With over a decade in the music profession, guitarist and vocalist Oli Brown has sussed out how to keep himself artistically engaged. His hard rock outfit RavenEye have transferred their sound to humongous arena stages, while his own Blues-rooted outfit have continued to work the smaller clubs into a frenzy. Brown was something of a guitar prodigy, only a couple of years separating his first encounter with the instrument and his first U.S. support tour. But rather than allowing the sudden transition to go to his head, his steadfast loyalty to his craft kept him grounded and his music, moving forward. We’re excited to welcome Oli back next month and had the pleasure of talking about supporting Kiss and revisiting the back catalogue with him, ahead of the show.
You’re celebrating ten years since the release of Open Road and it’s a good eight years since your first Band on the Wall show. Do you find it easy to look back and is it nice to revisit the older material from time to time?
OB: ‘Yeah it is nice to look back. I will be making some changes to some of the older material to give it a bit of a take on how I’d approach the song now, to bring a different life to the songs. But I always look back on my past work positively, it’s out there and gave me some incredible opportunities.’
Can we expect some Open Road material in the set for the forthcoming tour? Is pulling together the set a long-winded process or something you prefer to do in the spur of the moment?
OB: ‘For this tour it’s a more long winded process as I’m really thinking it through. There are so many songs to choose between and only so long to play in a show! Haha, so I want it right.
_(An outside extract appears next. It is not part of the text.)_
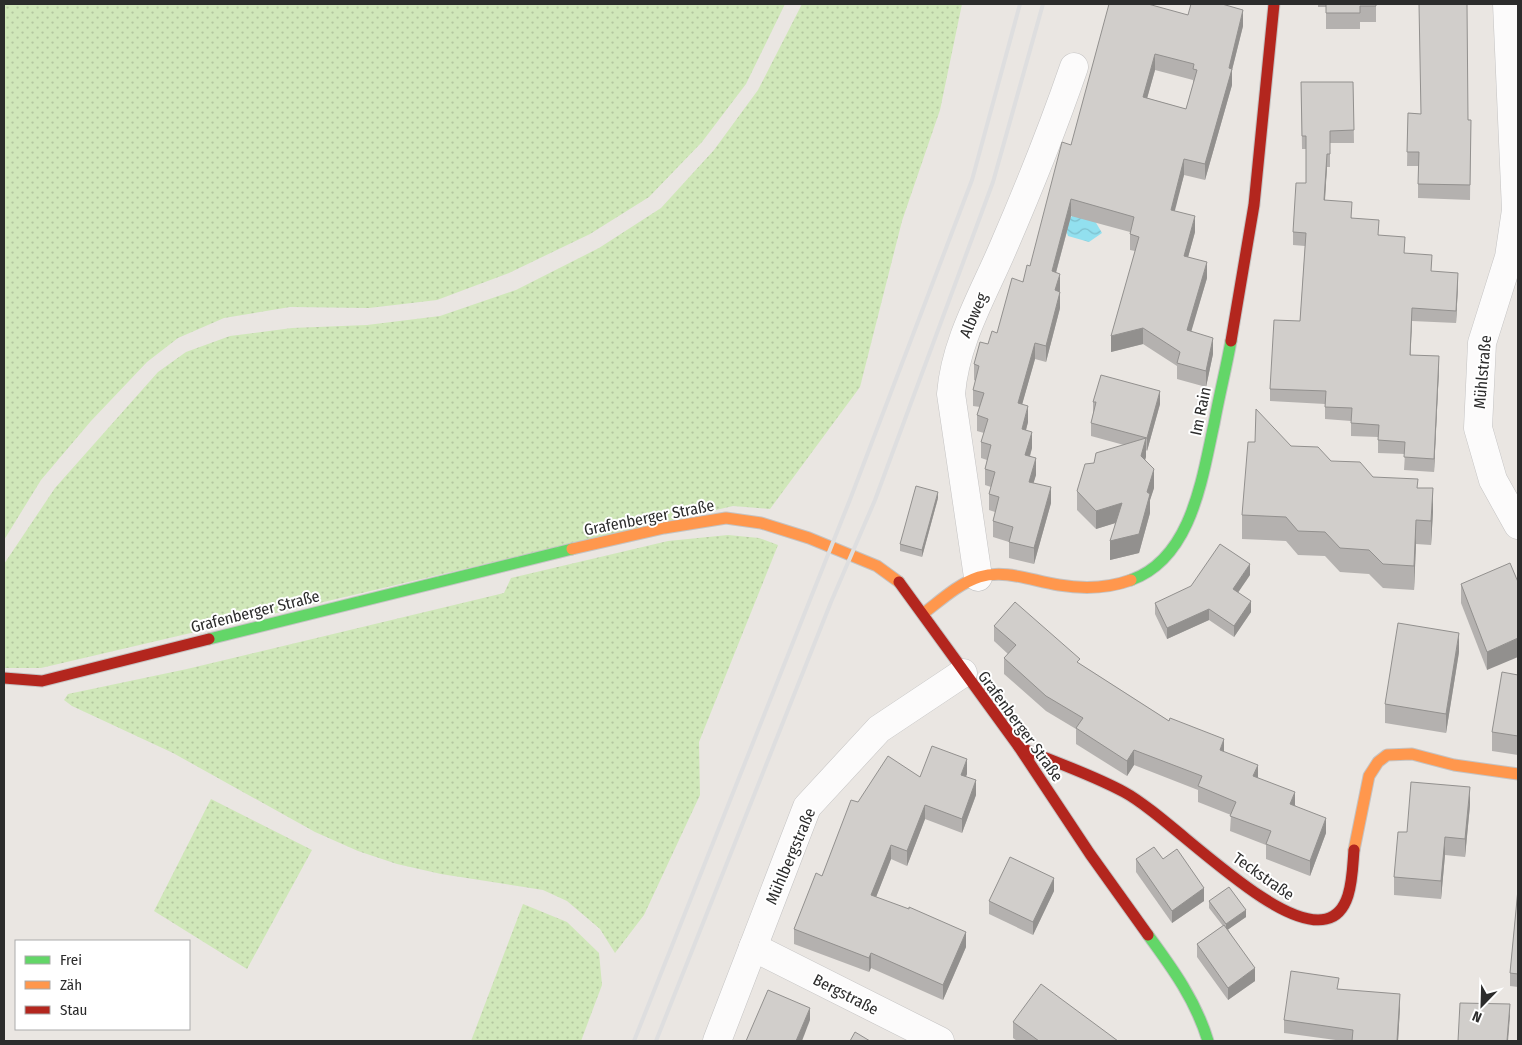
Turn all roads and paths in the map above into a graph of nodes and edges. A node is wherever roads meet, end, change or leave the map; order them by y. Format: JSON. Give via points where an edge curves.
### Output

I also want to touch a little on some acoustic songs as I really want to make this show more like a journey through from where Open Road started to where I am now.’
You’re a big D’Angelo fan – did you come to his music pre or post Black Messiah and can you picture yourself ever attempting what he attempted: to take full creative control over a record and lay down all the instrumentation yourself?
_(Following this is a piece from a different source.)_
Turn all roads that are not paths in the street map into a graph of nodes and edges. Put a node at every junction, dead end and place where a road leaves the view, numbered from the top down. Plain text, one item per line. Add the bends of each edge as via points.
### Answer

OB: ‘I’m all about Voodoo! I think Black Messiah is absolutely killer though. There was just something special about Voodoo. I don’t think I’ll ever be playing all the instruments myself, I already spend all my time writing at the moment, so dividing my time even more to learn more instruments would break me, haha.’
You have the good fortune of having a few different creative outlets: you can play some bluesy stuff when you feel like it, some heavier rock stuff when the mood takes you – what has been the prevailing mood for you in the last few months?
OB: ‘Right now it’s all heavy rock, as my band RavenEye is getting ready to go into the studio, so it’s riffs all around at the moment. It’s fun to get into this world for a bit when writing, plus lyrically we are going places we haven’t touched before, which is exciting.’
You’ve been on some huge tours with RavenEye during the past 12 months. Have the logistics of those tours: the travelling, venues and atmospheres of each gig, taught you anything new about yourself as a performer and you preferences, night to night?
OB: ‘We learnt a lot when going on tour with Kiss, as they were full arenas across Europe. Learning how to own a stage that big with just 3 guys was so much fun. We’ve tour managed ourselves from the beginning and spent most nights sleeping in the van to keep budgets low, we do all our own accounting, run our own social media and now we have an app. For us, we’ve always wanted to keep a lot of what we do in-house. While we do have an awesome team, we want to keep real with each other and keep each other grounded, it also means budgets don’t get blown out of proportion on the road. A nice hotel room from time to time is definitely a preference!’
The England football team will face Belgium in the World Cup on the day of your Band on the Wall show, so we simply have to ask: where do you stand on football? Love, loath or indifferent?
OB: ‘Completely indifferent, I’ve never really watched football. I played it when I was a kid for maybe a year, pretended to be into Arsenal to fit in but I don’t care for it at all. I don’t remember the last time I’ve ever caught a match! Boxing is more my thing’.